La demanderesse invoque, à l'appui de son pourvoi, les deux moyens de cassation annexés au présent arrêt.
Le dossier a été communiqué au procureur général.
Sur le rapport de Mme Pécaut-Rivolier, conseiller, les observations de la SCP Thouin-Palat et Boucard, avocat de la Confédération de l'artisanat et des petites entreprises du bâtiment, de la SCP Gatineau, Fattaccini et Rebeyrol, avocat de la Fédération française du bâtiment, de la SCP Lyon-Caen et Thiriez, avocat du syndicat CFE-CGC-BTP, de la Fédération générale Force ouvrière construction, et l'avis de Mme Laulom, avocat général, après débats en l'audience publique du 16 décembre 2020 où étaient présents M. Cathala, président, Mme Pécaut-Rivolier, conseiller rapporteur, M. Huglo, conseiller doyen, M. Rinuy, Mmes Ott, Sommé, conseillers, Mmes Chamley-Coulet, Lanoue, MM. Joly, Le Masne de Chermont, conseillers référendaires, Mme Laulom, avocat général, et Mme Lavigne, greffier de chambre,
la chambre sociale de la Cour de cassation, composée, en application de l'article R. 431-5 du code de l'organisation judiciaire, des président et conseillers précités, après en avoir délibéré conformément à la loi, a rendu le présent arrêt ;
Faits et procédure
1. Selon l'arrêt attaqué (Paris, 10 janvier 2019), la Confédération de l'artisanat et des petites entreprises du bâtiment (la CAPEB) a signé, le 25 janvier 1994, avec cinq organisations syndicales représentatives, un accord « relatif à la protection des salariés d'entreprises du bâtiment occupant jusqu'à dix salariés, appelés à participer aux réunions paritaires et aux réunions des organismes paritaires chargés de gérer des institutions du bâtiment ». L'accord a fait l'objet d'un arrêté d'extension le 10 juin 1994. Un avenant à cet accord, signé le 4 mai 1995, a prévu le financement du dialogue social et du droit de la négociation collective et la création notamment d'une Association paritaire nationale pour le développement de la négociation collective dans l'artisanat du bâtiment (APNAB), dont le secrétariat est assuré par la CAPEB.

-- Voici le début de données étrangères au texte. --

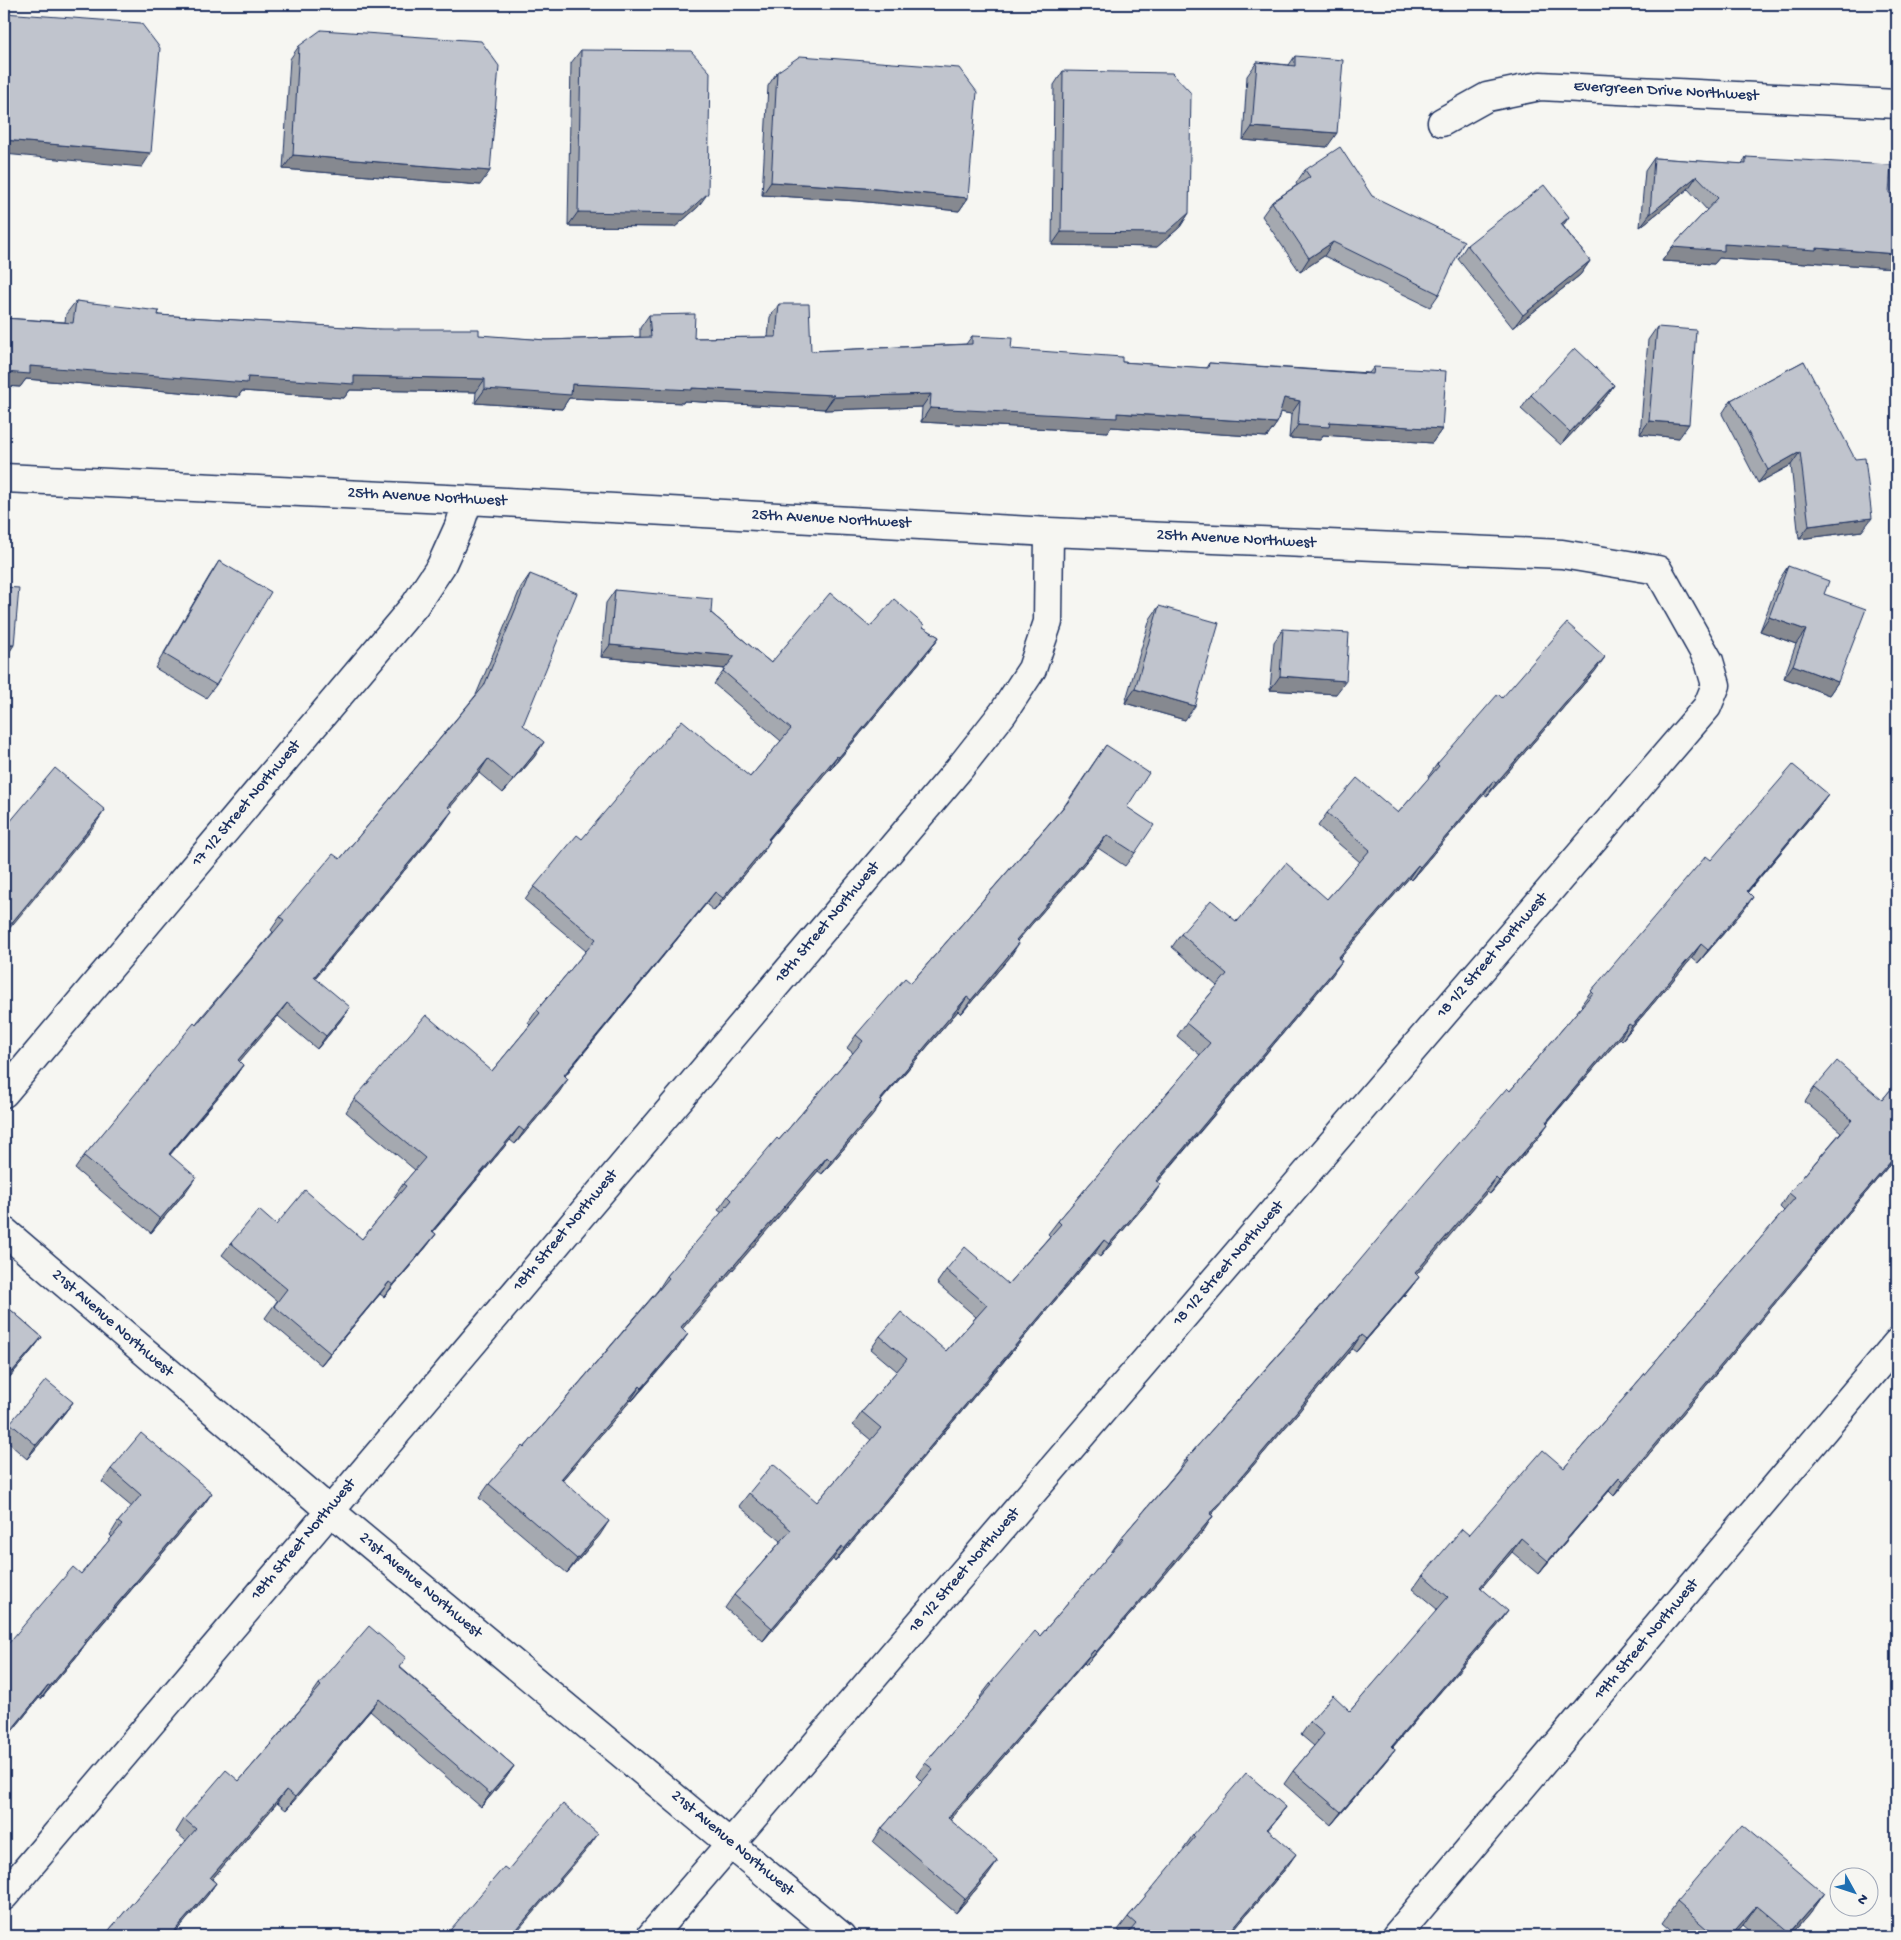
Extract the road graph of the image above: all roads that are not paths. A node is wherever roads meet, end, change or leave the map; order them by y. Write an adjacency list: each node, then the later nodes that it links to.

2. Par lettre du 7 juin 2018, la CAPEB a invité quatre organisations syndicales devant l'APNAB pour évoquer les conséquences, au regard de l'avenant du 4 mai 1995, des évolutions de représentativité au niveau de la branche résultant des arrêtés de représentativité de 2017. Un avenant a été signé le 25 juin 2018 à la suite de cette réunion.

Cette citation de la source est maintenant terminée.